EXERCISE INSTRUCTIONS —
Output the records exactly, and drop each picture.

(Collected data entries)
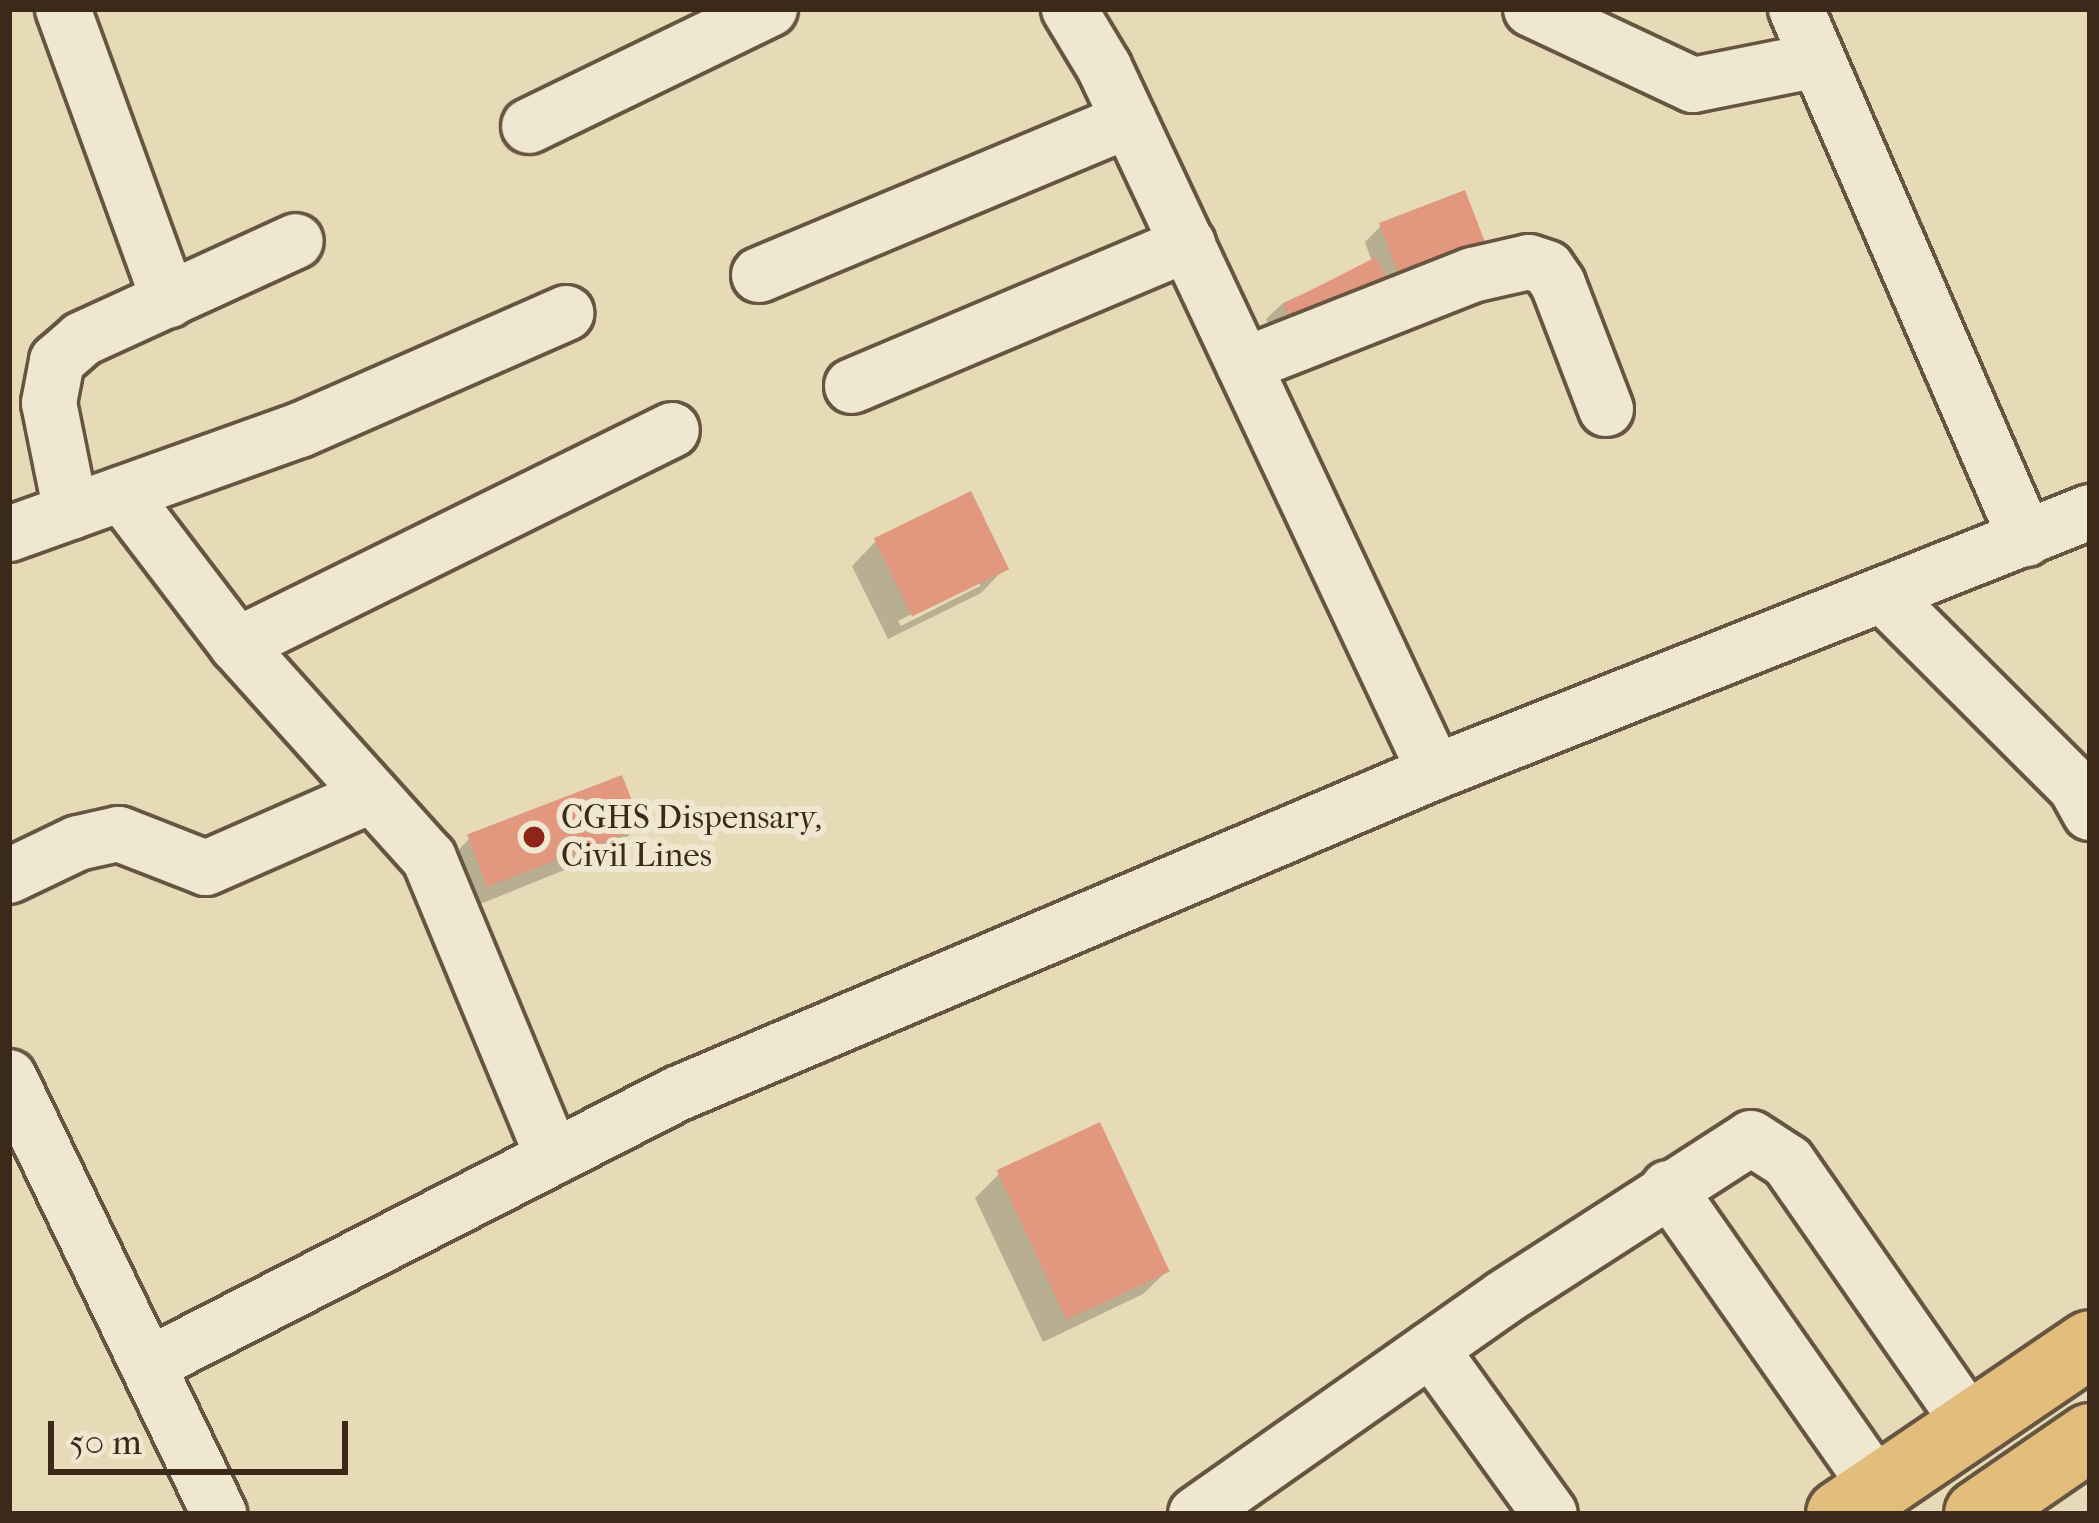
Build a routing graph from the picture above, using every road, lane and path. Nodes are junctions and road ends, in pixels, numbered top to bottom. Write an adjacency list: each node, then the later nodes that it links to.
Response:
1 (63, 9): 12 (street)
2 (770, 9): 8 (street)
3 (1069, 9): 7 (street)
4 (1532, 9): 6 (street)
5 (1796, 9): 6 (street)
6 (1818, 59): 22 (street)
7 (1129, 120): 10 (street); 11 (street)
8 (529, 127)
9 (296, 241): 12 (street)
10 (1188, 244): 14 (street); 15 (street)
11 (759, 275)
12 (169, 300): 19 (street)
13 (566, 313): 18 (street)
14 (1244, 365): 16 (street); 25 (street)
15 (852, 386)
16 (1606, 409)
17 (672, 430): 24 (street)
18 (122, 494): 19 (street); 24 (street)
19 (71, 512): 21 (street)
20 (2090, 512): 22 (street)
21 (9, 534)
22 (2026, 538): 23 (street)
23 (1883, 595): 25 (street); 27 (street)
24 (237, 645): 26 (street)
25 (1435, 772): 30 (street)
26 (372, 795): 28 (street); 30 (street)
27 (2090, 813)
28 (9, 876)
29 (9, 1077): 34 (street)
30 (553, 1157): 34 (street)
31 (1669, 1188): 33 (street); 35 (street); 37 (street)
32 (2090, 1344): 35 (main road)
33 (1431, 1349): 38 (street); 40 (street)
34 (150, 1364): 39 (street)
35 (1971, 1425): 37 (main road)
36 (2090, 1437): 41 (main road)
37 (1859, 1501)
38 (1208, 1511)
39 (219, 1514)
40 (1550, 1514)
41 (1978, 1514)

RESPONSE FOR THIS EXERCISE —
Build a routing graph from the picture above, using every road, lane and path. Nodes are junctions and road ends, in pixels, numbered top to bottom. Write an adjacency list: each node, then the later nodes that it links to.
Response:
1 (63, 9): 12 (street)
2 (770, 9): 8 (street)
3 (1069, 9): 7 (street)
4 (1532, 9): 6 (street)
5 (1796, 9): 6 (street)
6 (1818, 59): 22 (street)
7 (1129, 120): 10 (street); 11 (street)
8 (529, 127)
9 (296, 241): 12 (street)
10 (1188, 244): 14 (street); 15 (street)
11 (759, 275)
12 (169, 300): 19 (street)
13 (566, 313): 18 (street)
14 (1244, 365): 16 (street); 25 (street)
15 (852, 386)
16 (1606, 409)
17 (672, 430): 24 (street)
18 (122, 494): 19 (street); 24 (street)
19 (71, 512): 21 (street)
20 (2090, 512): 22 (street)
21 (9, 534)
22 (2026, 538): 23 (street)
23 (1883, 595): 25 (street); 27 (street)
24 (237, 645): 26 (street)
25 (1435, 772): 30 (street)
26 (372, 795): 28 (street); 30 (street)
27 (2090, 813)
28 (9, 876)
29 (9, 1077): 34 (street)
30 (553, 1157): 34 (street)
31 (1669, 1188): 33 (street); 35 (street); 37 (street)
32 (2090, 1344): 35 (main road)
33 (1431, 1349): 38 (street); 40 (street)
34 (150, 1364): 39 (street)
35 (1971, 1425): 37 (main road)
36 (2090, 1437): 41 (main road)
37 (1859, 1501)
38 (1208, 1511)
39 (219, 1514)
40 (1550, 1514)
41 (1978, 1514)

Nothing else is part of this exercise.